Table 1. Limiting dilution analysis using human ATC cell lines in a subcutaneous mouse model of thyroid carcinoma.

Cell line In vivo passage Number cells injected Incidence Latency (days)
THJ-11T primary 500,000 5/5 28
THJ-11T secondary 500,000 5/5 27–28
THJ-11T secondary 10,000 5/5 35
THJ-11T secondary 1,000 5/5 28–35
THJ-11T tertiary 500,000 5/5 7–14
THJ-11T tertiary 10,000 5/5 21–28
THJ-11T tertiary 1,000 4/5 35–42
THJ-16T primary 500,000 4/5 28–70
THJ-16T secondary 500,000 5/5 14
THJ-16T secondary 10,000 5/5 28–49
THJ-16T secondary 1,000 4/5 38–49
THJ-16T tertiary 500,000 5/5 7
THJ-16T tertiary 10,000 5/5 21–28
THJ-16T tertiary 1,000 5/5 35–42
THJ-21T primary 500,000 4/4 56–77
THJ-21T secondary 500,000 5/5 14
THJ-21T tertiary 500,000 5/5 7–14
THJ-21T tertiary 10,000 5/5 35–36
THJ-21T tertiary 1,000 3/4 49
THJ-29T primary 500,000 3/3 56–91
THJ-29T secondary 500,000 5/5 14–21
THJ-29T secondary 10,000 4/5 28
THJ-29T secondary 1,000 5/5 36–77
THJ-29T tertiary 500,000 3/3 7
THJ-29T tertiary 10,000 3/3 21
THJ-29T tertiary 1,000 4/4 21
THJ-11T thyrosphere 10,000 5/5 42–77
THJ-11T thyrosphere 5,000 5/5 63–77
THJ-11T thyrosphere 1,000 5/5 70–105

We next serially transplanted these primary xenografts into other NOD/SCID Il2rg-/- mice to determine the long-term tumorigenic potential of these cells. Limiting dilution transplantation experiments indicated that the rate of tumor growth increased with serial xenografting. For example, the latency of secondary xenografts of 5×105 ATC cells (regardless of cell line) was 14 to 28 days, whereas that of an equivalent number of cells in tertiary xenografts was 7 to 14 days (Table 1). We also observed that the size of the subcutaneous tumors reflects the number of cells injected (Fig3. 4 A and B). Tumors derived from secondary and tertiary xenografts of THJ-11T cells consistently reproduced the primary tumors at the histological level, and Western blotting and immunohistochemical analysis confirmed the expression of tumor markers ALDH, CD44 and CXCR4 in the xenografts (Fig. 4 C-E). Note that mouse xenografts do not express CD133, consistent with a previous finding in primary cultures generated from surgical samples of human ATC [5]. Together, these results suggest that all four of these ATC cell lines have long-term tumorigenic potential and that our xenograft models quantitatively and qualitatively recapitulate tumorigenesis in vivo. The finding that each cell line can be propagated for three passages demonstrates their self-renewal potential in vivo. Notably, 42 to 77 days were required for tumor formation after subcutaneous injection of 10,000 THJ-11T thyrosphere-derived cells (Table 1). This increase in latency suggests that the subcutaneous space may not provide the appropriate microenvironment for thyrosphere-derived cells.

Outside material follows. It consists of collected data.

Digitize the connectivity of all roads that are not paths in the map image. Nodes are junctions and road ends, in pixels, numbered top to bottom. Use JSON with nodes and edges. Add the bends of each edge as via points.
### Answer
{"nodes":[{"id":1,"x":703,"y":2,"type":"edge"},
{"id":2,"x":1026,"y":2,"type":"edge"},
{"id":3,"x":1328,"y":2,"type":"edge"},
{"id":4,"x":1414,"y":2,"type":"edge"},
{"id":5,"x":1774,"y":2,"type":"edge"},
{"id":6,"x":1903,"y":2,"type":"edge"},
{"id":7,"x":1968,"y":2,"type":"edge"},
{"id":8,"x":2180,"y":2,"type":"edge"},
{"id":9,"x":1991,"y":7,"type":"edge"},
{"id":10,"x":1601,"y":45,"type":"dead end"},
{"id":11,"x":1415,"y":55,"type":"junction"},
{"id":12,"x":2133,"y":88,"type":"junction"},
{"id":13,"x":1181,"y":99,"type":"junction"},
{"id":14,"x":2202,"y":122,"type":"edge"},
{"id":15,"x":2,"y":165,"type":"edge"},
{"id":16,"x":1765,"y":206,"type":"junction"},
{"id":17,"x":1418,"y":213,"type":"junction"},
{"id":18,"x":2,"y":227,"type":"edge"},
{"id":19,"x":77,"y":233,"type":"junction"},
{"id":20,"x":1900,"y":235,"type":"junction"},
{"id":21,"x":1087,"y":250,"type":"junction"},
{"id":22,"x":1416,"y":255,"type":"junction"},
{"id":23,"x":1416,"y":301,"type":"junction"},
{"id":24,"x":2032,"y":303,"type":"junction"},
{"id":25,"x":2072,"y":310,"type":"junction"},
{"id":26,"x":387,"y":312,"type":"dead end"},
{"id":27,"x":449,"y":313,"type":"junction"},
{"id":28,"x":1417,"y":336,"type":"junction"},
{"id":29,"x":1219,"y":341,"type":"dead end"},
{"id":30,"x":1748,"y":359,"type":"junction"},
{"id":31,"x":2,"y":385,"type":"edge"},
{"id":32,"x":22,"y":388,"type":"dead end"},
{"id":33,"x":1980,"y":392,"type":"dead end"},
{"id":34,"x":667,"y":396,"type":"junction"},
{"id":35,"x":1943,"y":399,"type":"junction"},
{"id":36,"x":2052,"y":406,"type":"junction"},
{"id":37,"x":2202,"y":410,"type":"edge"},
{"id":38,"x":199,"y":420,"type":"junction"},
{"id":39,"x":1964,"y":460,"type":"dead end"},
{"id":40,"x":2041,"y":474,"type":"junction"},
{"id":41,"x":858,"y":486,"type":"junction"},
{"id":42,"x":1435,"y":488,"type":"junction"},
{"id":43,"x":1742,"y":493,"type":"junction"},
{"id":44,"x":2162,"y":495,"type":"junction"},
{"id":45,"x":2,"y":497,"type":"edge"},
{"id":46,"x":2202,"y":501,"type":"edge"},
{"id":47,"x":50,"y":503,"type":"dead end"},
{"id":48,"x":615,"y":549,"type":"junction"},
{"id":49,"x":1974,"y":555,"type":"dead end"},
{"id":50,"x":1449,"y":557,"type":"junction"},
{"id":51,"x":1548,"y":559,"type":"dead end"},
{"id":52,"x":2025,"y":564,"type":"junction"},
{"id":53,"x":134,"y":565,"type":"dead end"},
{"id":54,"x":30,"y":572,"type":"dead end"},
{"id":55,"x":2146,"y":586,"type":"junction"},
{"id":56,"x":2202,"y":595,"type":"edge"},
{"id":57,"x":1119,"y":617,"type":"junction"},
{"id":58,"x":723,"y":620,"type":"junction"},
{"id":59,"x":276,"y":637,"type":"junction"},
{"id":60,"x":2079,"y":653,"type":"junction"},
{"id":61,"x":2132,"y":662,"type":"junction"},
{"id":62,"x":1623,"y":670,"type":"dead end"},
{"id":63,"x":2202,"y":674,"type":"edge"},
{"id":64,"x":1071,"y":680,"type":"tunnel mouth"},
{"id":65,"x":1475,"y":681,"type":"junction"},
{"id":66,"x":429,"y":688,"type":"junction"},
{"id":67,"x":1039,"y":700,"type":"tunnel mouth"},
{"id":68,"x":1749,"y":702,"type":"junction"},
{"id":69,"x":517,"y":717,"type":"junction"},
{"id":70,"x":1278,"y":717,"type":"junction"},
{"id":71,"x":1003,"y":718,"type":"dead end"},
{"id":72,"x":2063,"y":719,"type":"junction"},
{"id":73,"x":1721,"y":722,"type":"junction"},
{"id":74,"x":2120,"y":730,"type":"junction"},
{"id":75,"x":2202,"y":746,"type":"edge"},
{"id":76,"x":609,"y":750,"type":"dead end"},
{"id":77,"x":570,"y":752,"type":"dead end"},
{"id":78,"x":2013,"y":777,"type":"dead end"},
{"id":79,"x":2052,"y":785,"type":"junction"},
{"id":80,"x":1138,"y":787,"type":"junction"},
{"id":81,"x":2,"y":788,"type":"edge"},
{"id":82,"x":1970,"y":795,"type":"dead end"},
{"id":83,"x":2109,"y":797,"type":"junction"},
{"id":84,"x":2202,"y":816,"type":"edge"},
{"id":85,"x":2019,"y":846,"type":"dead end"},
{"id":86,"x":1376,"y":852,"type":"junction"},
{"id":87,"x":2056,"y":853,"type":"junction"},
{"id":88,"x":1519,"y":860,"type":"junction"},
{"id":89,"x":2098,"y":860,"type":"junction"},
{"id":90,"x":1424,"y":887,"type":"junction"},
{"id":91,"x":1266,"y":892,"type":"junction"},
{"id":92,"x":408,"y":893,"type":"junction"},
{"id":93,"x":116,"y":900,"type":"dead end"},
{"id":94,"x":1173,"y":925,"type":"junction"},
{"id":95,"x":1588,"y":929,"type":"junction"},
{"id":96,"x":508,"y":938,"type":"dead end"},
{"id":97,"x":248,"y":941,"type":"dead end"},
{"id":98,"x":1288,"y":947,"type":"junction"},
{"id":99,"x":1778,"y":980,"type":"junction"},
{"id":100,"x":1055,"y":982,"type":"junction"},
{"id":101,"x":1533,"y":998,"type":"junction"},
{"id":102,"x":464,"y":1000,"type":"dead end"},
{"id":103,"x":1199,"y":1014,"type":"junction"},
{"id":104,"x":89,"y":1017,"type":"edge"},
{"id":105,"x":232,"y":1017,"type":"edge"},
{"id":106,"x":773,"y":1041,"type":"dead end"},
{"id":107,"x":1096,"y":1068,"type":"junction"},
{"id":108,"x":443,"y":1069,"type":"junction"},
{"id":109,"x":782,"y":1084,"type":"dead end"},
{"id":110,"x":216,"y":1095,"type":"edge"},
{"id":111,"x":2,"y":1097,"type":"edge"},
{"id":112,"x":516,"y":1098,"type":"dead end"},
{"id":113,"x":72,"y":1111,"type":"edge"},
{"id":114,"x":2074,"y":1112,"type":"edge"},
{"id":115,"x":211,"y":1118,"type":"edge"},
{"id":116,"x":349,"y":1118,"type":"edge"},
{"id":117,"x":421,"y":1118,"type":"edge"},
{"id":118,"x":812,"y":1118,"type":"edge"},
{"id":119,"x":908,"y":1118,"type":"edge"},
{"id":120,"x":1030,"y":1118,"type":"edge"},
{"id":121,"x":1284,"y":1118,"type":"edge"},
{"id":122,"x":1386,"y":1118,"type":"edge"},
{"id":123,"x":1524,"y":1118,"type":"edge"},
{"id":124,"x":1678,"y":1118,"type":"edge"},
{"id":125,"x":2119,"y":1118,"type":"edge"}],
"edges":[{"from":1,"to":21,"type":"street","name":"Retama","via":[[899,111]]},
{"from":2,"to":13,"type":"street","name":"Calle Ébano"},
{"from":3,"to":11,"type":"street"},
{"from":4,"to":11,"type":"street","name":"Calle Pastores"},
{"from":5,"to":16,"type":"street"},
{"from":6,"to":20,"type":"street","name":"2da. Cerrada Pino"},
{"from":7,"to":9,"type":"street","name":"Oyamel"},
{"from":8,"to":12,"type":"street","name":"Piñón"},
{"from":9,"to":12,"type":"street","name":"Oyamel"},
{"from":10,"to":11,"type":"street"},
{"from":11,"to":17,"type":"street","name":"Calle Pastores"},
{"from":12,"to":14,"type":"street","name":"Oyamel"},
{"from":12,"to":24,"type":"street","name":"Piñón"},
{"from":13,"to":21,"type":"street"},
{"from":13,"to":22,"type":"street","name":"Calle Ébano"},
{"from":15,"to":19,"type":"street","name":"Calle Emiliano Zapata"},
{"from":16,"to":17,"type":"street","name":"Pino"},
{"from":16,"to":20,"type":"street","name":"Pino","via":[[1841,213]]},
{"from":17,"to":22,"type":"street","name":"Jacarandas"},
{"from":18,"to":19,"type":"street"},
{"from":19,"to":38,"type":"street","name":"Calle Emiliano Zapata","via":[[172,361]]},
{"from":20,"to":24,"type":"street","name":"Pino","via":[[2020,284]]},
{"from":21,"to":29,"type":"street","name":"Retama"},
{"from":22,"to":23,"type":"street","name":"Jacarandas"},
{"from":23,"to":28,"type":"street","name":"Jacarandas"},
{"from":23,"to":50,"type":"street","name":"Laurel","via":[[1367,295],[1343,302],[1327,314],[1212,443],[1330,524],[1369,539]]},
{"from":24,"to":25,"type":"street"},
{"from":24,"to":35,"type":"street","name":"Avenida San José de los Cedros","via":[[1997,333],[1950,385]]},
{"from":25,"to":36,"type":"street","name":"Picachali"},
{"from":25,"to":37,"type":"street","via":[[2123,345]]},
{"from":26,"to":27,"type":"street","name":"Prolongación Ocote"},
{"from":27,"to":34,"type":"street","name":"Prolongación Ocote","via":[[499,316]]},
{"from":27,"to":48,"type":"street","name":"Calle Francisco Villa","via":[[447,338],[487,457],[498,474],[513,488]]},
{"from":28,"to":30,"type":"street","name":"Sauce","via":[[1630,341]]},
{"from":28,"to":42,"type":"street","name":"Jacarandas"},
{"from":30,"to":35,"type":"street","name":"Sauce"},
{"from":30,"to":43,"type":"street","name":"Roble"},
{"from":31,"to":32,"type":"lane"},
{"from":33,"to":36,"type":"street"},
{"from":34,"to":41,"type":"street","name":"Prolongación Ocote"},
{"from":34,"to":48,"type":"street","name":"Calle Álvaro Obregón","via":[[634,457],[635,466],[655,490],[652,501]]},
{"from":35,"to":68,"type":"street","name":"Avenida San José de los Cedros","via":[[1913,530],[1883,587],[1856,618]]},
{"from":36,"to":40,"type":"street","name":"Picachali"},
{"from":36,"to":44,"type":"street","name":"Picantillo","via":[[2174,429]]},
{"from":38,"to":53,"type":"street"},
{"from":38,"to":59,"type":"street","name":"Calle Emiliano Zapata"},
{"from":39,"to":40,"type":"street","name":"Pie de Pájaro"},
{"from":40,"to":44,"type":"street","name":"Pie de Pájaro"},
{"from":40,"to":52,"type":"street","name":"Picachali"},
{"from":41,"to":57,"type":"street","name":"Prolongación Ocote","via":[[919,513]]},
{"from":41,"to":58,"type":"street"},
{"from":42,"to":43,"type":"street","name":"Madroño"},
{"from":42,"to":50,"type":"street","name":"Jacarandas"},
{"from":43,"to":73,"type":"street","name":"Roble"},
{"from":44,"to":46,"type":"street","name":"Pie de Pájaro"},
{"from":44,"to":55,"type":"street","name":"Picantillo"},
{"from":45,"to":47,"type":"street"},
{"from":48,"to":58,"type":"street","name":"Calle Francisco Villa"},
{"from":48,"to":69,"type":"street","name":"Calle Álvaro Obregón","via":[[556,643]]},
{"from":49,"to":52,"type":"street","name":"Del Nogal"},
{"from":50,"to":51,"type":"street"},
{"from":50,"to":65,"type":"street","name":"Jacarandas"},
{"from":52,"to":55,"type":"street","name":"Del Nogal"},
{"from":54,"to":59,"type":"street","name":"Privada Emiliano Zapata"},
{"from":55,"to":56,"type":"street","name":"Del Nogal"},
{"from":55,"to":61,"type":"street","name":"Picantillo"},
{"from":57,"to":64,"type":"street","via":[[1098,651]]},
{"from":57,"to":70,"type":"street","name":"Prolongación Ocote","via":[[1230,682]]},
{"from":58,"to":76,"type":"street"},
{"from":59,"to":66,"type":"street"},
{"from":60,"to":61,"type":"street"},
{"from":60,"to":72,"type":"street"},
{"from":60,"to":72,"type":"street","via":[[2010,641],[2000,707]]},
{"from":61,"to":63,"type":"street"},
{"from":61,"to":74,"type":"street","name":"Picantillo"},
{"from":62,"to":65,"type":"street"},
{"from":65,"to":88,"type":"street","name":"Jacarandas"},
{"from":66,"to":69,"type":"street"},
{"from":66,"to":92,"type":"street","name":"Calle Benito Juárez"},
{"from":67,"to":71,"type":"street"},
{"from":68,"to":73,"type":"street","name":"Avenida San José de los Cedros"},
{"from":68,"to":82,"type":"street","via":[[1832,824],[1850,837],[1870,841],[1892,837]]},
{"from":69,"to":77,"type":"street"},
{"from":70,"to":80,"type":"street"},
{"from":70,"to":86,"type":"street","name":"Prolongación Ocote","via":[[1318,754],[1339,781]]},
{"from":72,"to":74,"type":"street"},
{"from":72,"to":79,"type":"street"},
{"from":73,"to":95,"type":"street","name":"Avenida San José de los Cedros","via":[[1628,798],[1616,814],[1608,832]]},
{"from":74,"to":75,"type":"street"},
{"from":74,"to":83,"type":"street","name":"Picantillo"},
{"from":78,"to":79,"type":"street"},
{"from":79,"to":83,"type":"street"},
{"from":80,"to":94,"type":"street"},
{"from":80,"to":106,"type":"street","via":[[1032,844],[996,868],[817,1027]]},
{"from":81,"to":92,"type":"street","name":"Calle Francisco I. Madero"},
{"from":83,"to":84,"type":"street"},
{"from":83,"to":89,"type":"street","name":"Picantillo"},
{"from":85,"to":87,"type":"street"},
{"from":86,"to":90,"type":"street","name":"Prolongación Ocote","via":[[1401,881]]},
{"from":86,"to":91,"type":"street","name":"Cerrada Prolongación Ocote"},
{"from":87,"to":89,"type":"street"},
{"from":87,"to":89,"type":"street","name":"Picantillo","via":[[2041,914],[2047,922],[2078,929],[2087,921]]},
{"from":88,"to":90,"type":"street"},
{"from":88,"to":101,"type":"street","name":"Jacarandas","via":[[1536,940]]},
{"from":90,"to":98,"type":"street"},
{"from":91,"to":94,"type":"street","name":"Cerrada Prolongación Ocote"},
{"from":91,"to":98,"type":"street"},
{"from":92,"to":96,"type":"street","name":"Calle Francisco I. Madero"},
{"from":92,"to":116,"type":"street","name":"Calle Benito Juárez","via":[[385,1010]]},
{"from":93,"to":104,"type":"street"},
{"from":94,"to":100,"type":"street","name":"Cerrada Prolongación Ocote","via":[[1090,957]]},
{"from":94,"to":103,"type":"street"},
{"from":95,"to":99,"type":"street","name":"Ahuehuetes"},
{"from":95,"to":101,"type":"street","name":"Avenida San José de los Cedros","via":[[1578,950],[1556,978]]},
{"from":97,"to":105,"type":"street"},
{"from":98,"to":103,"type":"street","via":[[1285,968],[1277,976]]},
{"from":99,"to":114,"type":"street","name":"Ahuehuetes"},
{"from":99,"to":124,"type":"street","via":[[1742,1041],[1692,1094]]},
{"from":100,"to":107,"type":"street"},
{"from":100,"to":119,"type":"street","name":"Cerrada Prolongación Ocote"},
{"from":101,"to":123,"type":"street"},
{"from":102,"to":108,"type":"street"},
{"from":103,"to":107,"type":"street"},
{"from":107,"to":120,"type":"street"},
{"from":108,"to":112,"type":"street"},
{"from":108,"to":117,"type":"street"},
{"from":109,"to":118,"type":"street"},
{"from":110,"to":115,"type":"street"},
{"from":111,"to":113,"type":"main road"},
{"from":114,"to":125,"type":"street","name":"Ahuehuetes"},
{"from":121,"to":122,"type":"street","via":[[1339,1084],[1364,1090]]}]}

Figure 4. ATC monolayer-derived cells initiate tumors in serially transplanted immunodeficient mice.

Figure 4

(A) Tumor growth curve generated by subcutaneous injection of THJ-11T parental monolayer-derived cells. The number of cells injected is indicated. (B) A representative subcutaneous tumor removed from a mouse xenograft. (C) Western blot analysis showing the expression of ALDH, CD44, and CXCR4 in cells derived from primary, secondary and tertiary xenografts. (D) H&E staining showed that tumors originating from primary, secondary and tertiary xenografts are composed of a highly heterogeneous population of cells with a large nucleus-to-cytoplasm ratio. (E) Immunohistochemical analysis of ALDH, CD44, CXCR4 and CD133 levels in mouse xenografts generated from primary xenografts of THJ-11T and THJ-16T. Note that mouse xenografts do not express CD133.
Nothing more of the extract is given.